[[ TASK INPUT open ]]

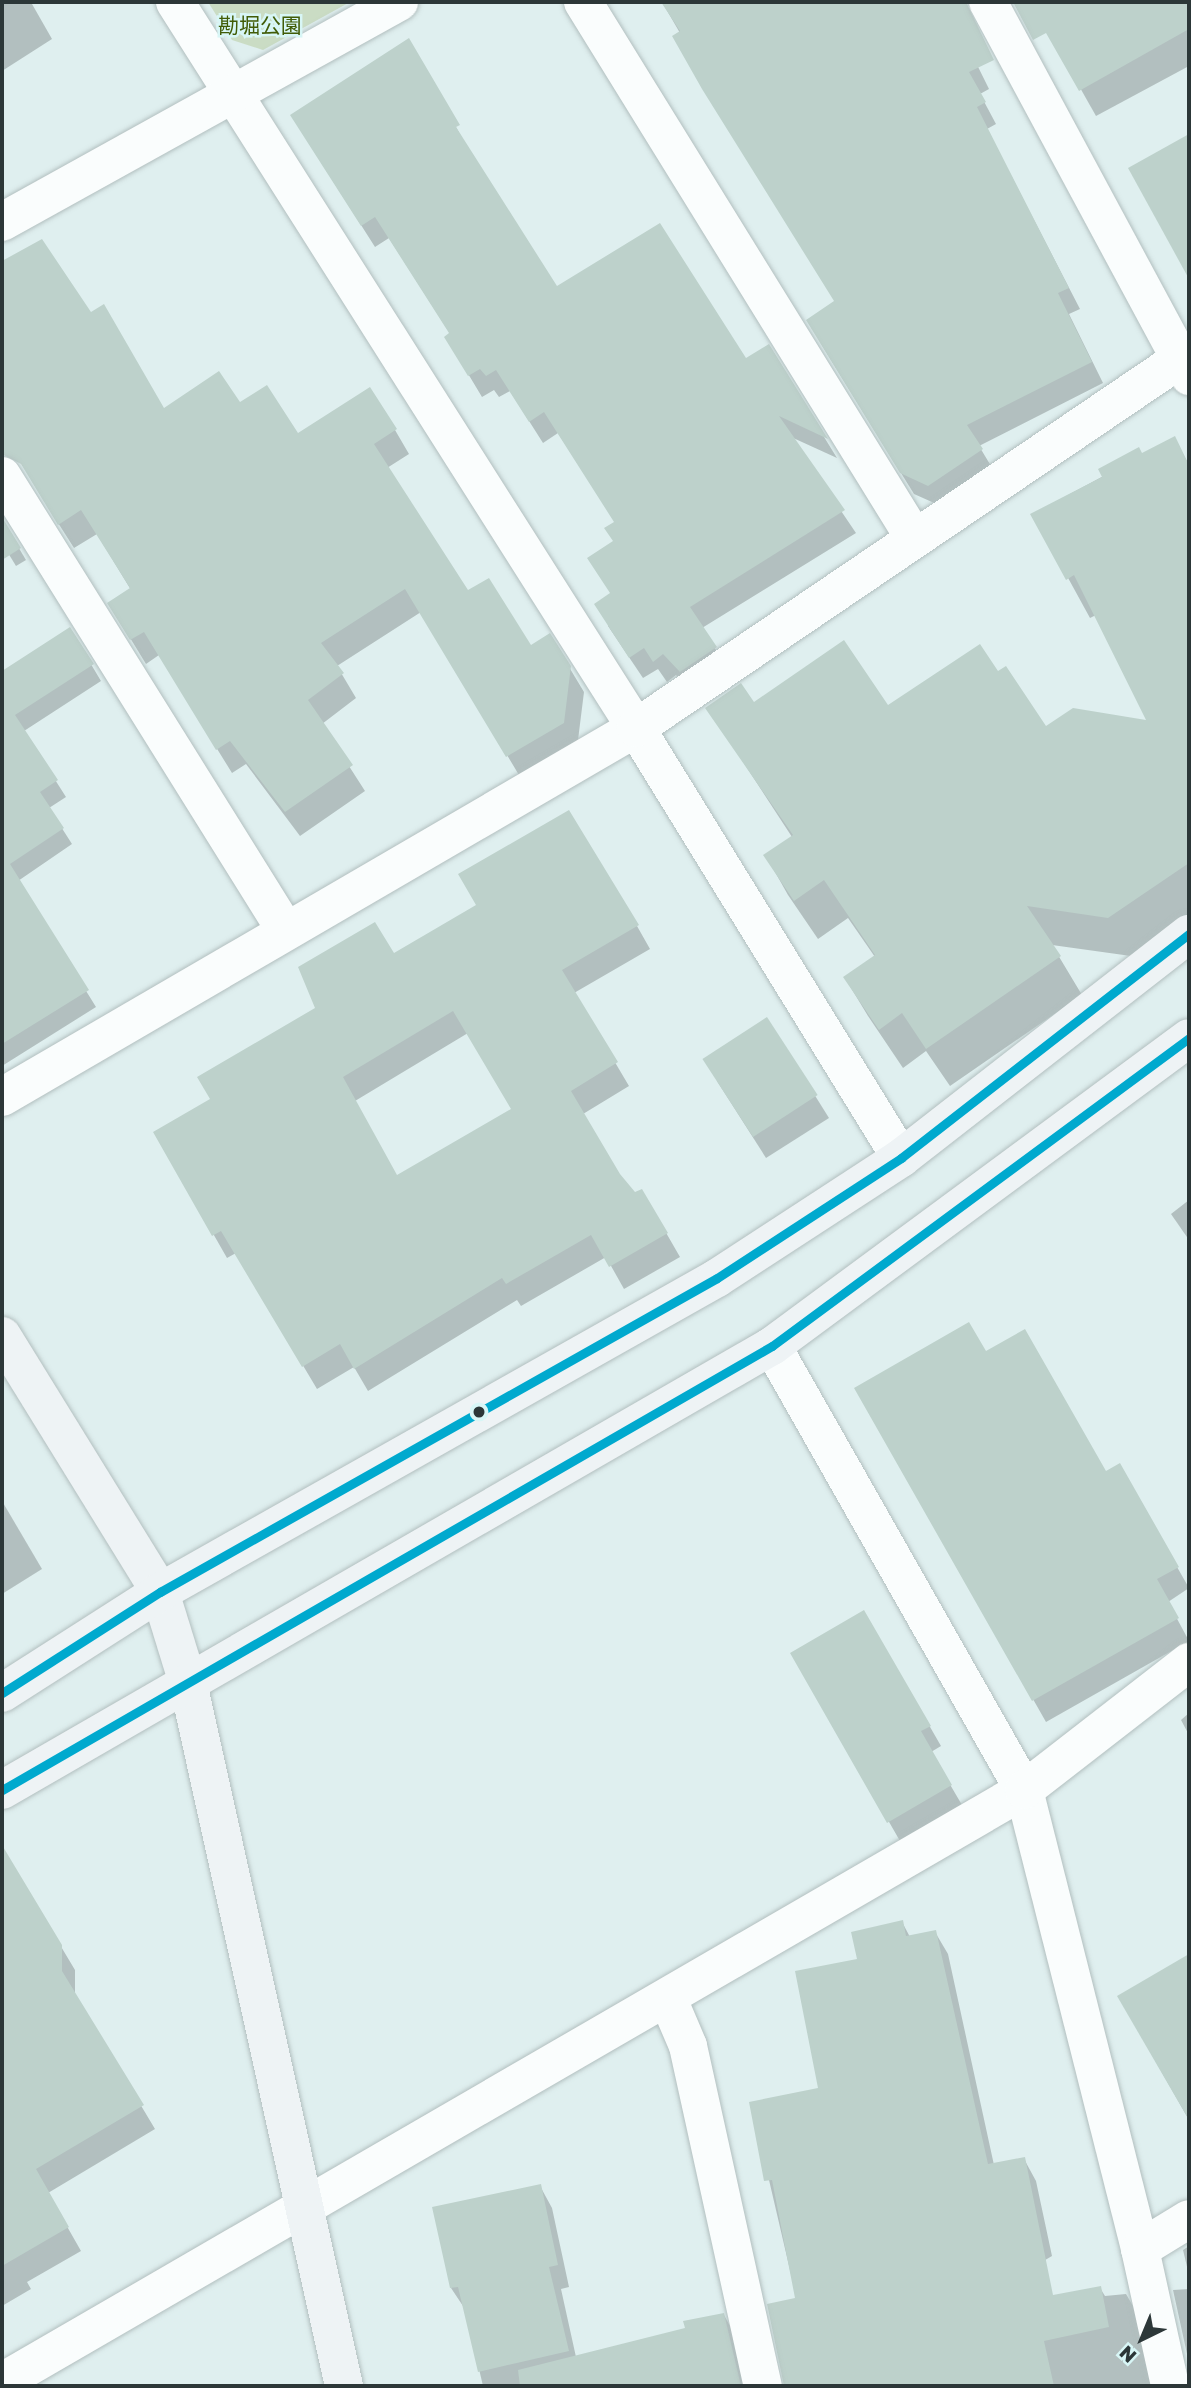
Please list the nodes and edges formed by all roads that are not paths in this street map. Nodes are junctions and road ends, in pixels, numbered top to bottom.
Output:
1 (176, 2) edge
2 (399, 2) edge
3 (583, 2) edge
4 (988, 2) edge
5 (232, 93) junction
6 (2, 222) edge
7 (1186, 363) edge
8 (2, 476) edge
9 (915, 539) junction
10 (636, 728) junction
11 (286, 931) junction
12 (1189, 934) edge
13 (1189, 1038) edge
14 (2, 1097) edge
15 (901, 1158) junction
16 (2, 1336) edge
17 (772, 1346) junction
18 (160, 1592) junction
19 (1189, 1662) edge
20 (188, 1683) junction
21 (2, 1693) edge
22 (2, 1790) edge
23 (1024, 1790) junction
24 (668, 1999) junction
25 (305, 2209) junction
26 (1189, 2219) edge
27 (1140, 2249) junction
28 (2, 2382) edge
29 (344, 2386) edge
30 (763, 2386) edge
31 (1170, 2386) edge

1 - 5 street
2 - 5 street
3 - 9 street
4 - 7 street
5 - 6 street
5 - 10 street
7 - 9 street
8 - 11 street
9 - 10 street
10 - 11 street
10 - 15 street
11 - 14 street
12 - 15 street
13 - 17 street
15 - 18 street
16 - 18 street
17 - 20 street
17 - 23 street
18 - 20 street
18 - 21 street
19 - 23 street
20 - 22 street
20 - 25 street
23 - 24 street
23 - 27 street
24 - 25 street
24 - 30 street
25 - 28 street
25 - 29 street
26 - 27 street
27 - 31 street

[[ TASK INPUT closed ]]

PROBLEM: In the answer, the entries should be restated verbatim, with all pictures omitted.

REPLY TO THE EXERCISE:
Please list the nodes and edges formed by all roads that are not paths in this street map. Nodes are junctions and road ends, in pixels, numbered top to bottom.
Output:
1 (176, 2) edge
2 (399, 2) edge
3 (583, 2) edge
4 (988, 2) edge
5 (232, 93) junction
6 (2, 222) edge
7 (1186, 363) edge
8 (2, 476) edge
9 (915, 539) junction
10 (636, 728) junction
11 (286, 931) junction
12 (1189, 934) edge
13 (1189, 1038) edge
14 (2, 1097) edge
15 (901, 1158) junction
16 (2, 1336) edge
17 (772, 1346) junction
18 (160, 1592) junction
19 (1189, 1662) edge
20 (188, 1683) junction
21 (2, 1693) edge
22 (2, 1790) edge
23 (1024, 1790) junction
24 (668, 1999) junction
25 (305, 2209) junction
26 (1189, 2219) edge
27 (1140, 2249) junction
28 (2, 2382) edge
29 (344, 2386) edge
30 (763, 2386) edge
31 (1170, 2386) edge

1 - 5 street
2 - 5 street
3 - 9 street
4 - 7 street
5 - 6 street
5 - 10 street
7 - 9 street
8 - 11 street
9 - 10 street
10 - 11 street
10 - 15 street
11 - 14 street
12 - 15 street
13 - 17 street
15 - 18 street
16 - 18 street
17 - 20 street
17 - 23 street
18 - 20 street
18 - 21 street
19 - 23 street
20 - 22 street
20 - 25 street
23 - 24 street
23 - 27 street
24 - 25 street
24 - 30 street
25 - 28 street
25 - 29 street
26 - 27 street
27 - 31 street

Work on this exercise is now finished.